I don’t think so. Instead, I think the same thing that bit me in the butt before snapped at me again: the desire to get published was overtaking my love of writing.
And whenever we focus on the endgame instead of on the process — especially when it comes to writing — we’re likely to fail. I’ve seen it in many of the self-published books I’ve read over the past year. Writers so eager to see their books available for sale they’ve neglected to write a book someone really wants to read. A book riddled with mistakes and problems. A book someone regrets paying money for.
Ikes.
I’m not free of that particular demon, but at least for the last several months I’ve managed to keep myself from giving in to it, focusing instead on reading widely, writing careful reviews (more to help me analyze what I’ve just experienced than for any other reason), and letting go of that need to get something new out there.

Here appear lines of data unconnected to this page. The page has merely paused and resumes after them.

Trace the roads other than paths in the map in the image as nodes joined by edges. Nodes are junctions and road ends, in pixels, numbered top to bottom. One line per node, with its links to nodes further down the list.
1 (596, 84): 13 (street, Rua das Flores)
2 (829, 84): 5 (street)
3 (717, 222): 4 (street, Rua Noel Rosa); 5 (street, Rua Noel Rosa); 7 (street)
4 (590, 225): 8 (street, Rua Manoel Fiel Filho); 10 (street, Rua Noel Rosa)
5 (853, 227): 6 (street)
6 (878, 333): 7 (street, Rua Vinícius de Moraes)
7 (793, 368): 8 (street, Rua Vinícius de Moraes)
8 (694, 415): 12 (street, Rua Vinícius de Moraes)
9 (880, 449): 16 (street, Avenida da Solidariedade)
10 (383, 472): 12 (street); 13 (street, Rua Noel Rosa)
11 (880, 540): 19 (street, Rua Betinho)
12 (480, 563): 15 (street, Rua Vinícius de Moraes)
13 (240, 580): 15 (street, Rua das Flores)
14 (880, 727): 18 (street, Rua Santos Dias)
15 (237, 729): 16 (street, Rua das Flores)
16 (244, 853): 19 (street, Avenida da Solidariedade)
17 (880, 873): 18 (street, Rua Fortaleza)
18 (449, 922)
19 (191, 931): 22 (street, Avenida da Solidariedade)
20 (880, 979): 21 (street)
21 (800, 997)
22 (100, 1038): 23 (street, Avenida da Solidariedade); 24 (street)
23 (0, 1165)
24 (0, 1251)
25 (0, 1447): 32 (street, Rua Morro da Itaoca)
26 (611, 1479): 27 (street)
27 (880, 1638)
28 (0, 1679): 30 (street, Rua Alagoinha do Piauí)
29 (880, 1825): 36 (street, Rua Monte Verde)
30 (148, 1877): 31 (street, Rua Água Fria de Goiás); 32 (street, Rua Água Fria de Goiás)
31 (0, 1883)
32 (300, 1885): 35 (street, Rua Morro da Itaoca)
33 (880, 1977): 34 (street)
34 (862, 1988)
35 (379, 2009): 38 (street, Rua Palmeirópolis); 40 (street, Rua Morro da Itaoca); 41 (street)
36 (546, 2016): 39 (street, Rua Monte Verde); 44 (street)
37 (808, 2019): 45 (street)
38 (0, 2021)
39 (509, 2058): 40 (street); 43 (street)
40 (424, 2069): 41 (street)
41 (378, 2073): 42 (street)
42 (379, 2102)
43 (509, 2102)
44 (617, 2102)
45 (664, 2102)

Once I recognized my frustration with Lulu (which is still causing me fits if I let it) is the result of wanting more to publish than to write, it was easier to let it all go.
I gave myself permission to not write. To be a reader. To be a reviewer. To retreat to my original love of books, without getting swept up in the noise of publish, market, track sales, appeal to your fanbase and all that.
When I let go of that need to publish a dark heaviness inside me lifted. I’m free again to do what I want, when I want to do it. Because we just don’t know how much time we have left to enjoy that hike up the hillside while the flowers are blooming with the one we love more than anything.
Today is waiting.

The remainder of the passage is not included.